> **RECORDED INFORMATION**

........

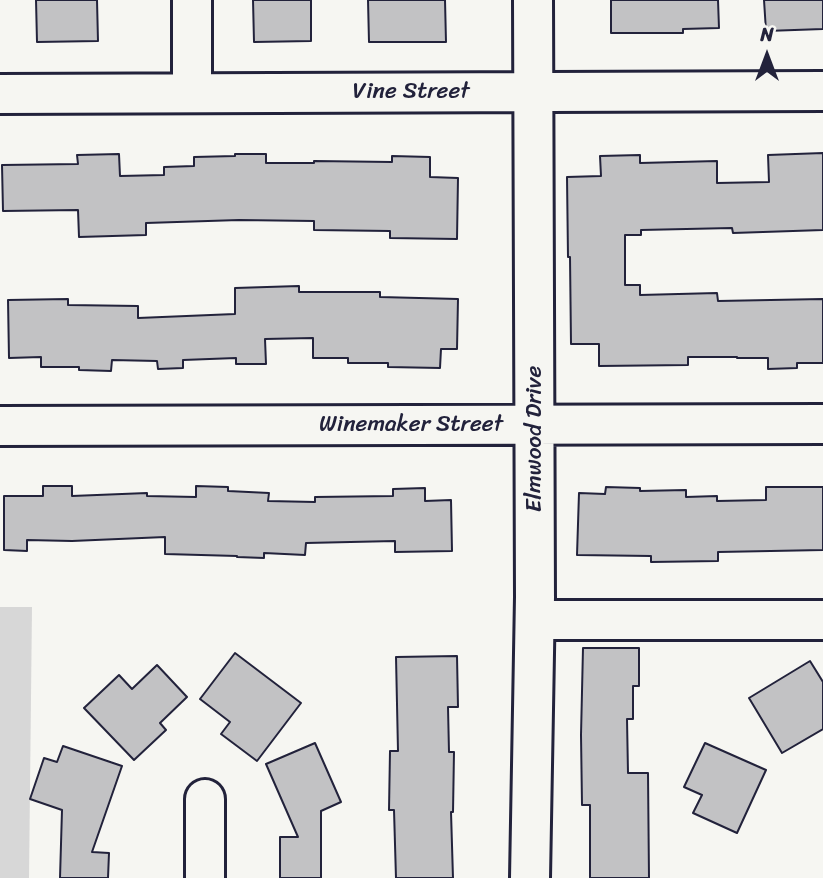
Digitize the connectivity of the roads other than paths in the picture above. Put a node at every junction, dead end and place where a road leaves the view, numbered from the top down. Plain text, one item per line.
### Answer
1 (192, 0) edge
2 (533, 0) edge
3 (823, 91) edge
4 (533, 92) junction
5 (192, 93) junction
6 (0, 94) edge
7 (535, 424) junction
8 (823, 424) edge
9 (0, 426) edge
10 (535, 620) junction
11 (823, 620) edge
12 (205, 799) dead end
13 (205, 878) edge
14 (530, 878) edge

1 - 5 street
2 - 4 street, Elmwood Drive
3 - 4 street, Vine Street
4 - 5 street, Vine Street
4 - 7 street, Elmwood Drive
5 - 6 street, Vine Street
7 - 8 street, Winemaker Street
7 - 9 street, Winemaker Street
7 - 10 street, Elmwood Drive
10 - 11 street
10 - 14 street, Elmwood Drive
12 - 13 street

........

> **PROBLEM REQUIREMENTS**
Return the entries above exactly and in full; do not include images.

> **SOLUTION BELOW**
Digitize the connectivity of the roads other than paths in the picture above. Put a node at every junction, dead end and place where a road leaves the view, numbered from the top down. Plain text, one item per line.
### Answer
1 (192, 0) edge
2 (533, 0) edge
3 (823, 91) edge
4 (533, 92) junction
5 (192, 93) junction
6 (0, 94) edge
7 (535, 424) junction
8 (823, 424) edge
9 (0, 426) edge
10 (535, 620) junction
11 (823, 620) edge
12 (205, 799) dead end
13 (205, 878) edge
14 (530, 878) edge

1 - 5 street
2 - 4 street, Elmwood Drive
3 - 4 street, Vine Street
4 - 5 street, Vine Street
4 - 7 street, Elmwood Drive
5 - 6 street, Vine Street
7 - 8 street, Winemaker Street
7 - 9 street, Winemaker Street
7 - 10 street, Elmwood Drive
10 - 11 street
10 - 14 street, Elmwood Drive
12 - 13 street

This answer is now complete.